> WHAT IS NEEDED: From the first line of the listing below, retype each line up to and including the one with "index pip: (856, 713)"; pictures stay out.

(Beginning of RECORDS SUPPLIED)

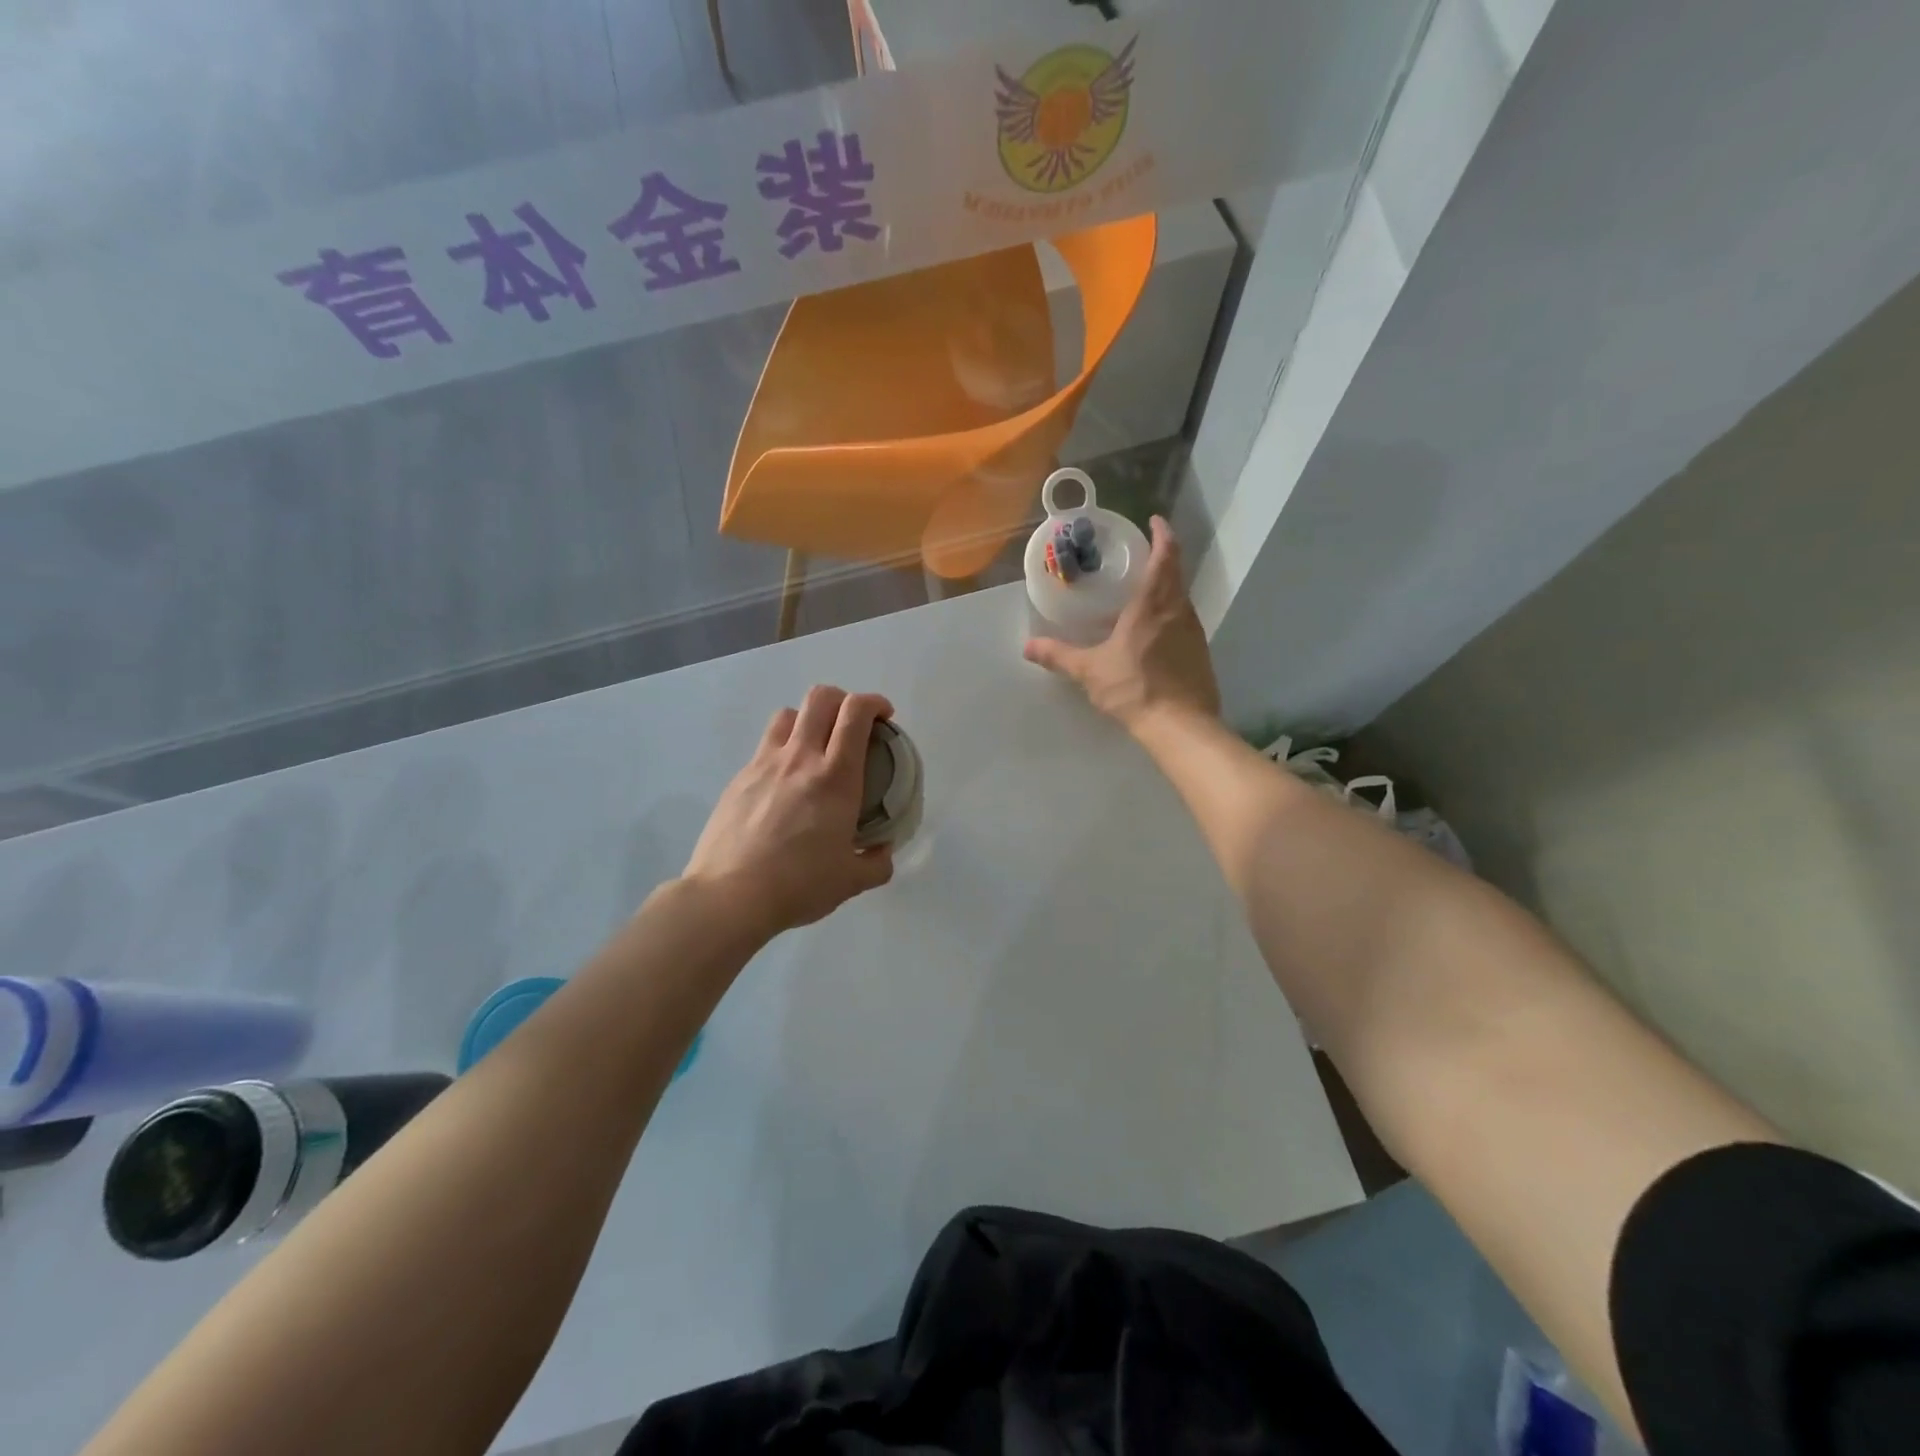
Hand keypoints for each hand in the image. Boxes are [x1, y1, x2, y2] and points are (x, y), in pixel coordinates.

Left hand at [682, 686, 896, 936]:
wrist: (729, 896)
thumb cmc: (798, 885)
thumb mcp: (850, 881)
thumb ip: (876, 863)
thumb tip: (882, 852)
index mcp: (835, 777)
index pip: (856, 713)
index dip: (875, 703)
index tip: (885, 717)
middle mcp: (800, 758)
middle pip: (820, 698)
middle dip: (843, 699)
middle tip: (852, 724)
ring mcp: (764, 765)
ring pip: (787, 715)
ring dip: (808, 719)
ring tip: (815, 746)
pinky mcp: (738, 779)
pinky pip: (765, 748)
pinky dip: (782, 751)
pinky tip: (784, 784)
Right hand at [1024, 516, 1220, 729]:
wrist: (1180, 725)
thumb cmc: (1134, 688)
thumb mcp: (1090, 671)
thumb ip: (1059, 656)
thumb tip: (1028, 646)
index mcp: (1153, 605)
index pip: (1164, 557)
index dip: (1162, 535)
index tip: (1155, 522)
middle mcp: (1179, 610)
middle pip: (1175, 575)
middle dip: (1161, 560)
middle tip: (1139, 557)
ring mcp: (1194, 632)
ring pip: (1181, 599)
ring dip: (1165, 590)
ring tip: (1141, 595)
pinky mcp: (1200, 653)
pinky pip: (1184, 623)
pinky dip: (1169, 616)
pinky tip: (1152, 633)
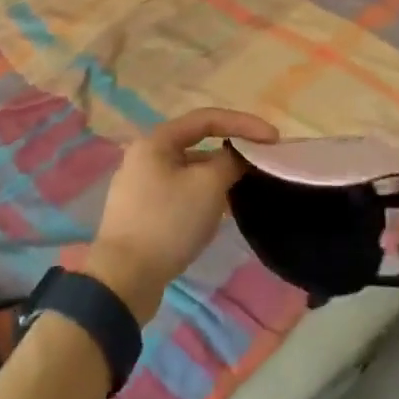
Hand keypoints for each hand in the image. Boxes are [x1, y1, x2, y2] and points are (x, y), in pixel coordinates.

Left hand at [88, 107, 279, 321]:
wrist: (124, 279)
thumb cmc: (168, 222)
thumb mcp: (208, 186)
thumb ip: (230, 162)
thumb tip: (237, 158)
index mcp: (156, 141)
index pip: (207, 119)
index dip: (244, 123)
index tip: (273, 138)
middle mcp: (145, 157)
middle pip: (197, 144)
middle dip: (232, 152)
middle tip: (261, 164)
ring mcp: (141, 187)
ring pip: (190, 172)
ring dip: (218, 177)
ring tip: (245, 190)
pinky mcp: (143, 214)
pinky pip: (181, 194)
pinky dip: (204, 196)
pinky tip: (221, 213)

(End of RECORDS SUPPLIED)

> SOLVED EXERCISE:
Hand keypoints for each hand in the image. Boxes are [x1, y1, x2, y2] and points are (x, y), in pixel coordinates.

Left hand at [682, 686, 896, 936]:
wrist: (729, 896)
thumb cmc: (798, 885)
thumb mcp: (850, 881)
thumb ip: (876, 863)
thumb tip: (882, 852)
index mcp: (835, 777)
index pip: (856, 713)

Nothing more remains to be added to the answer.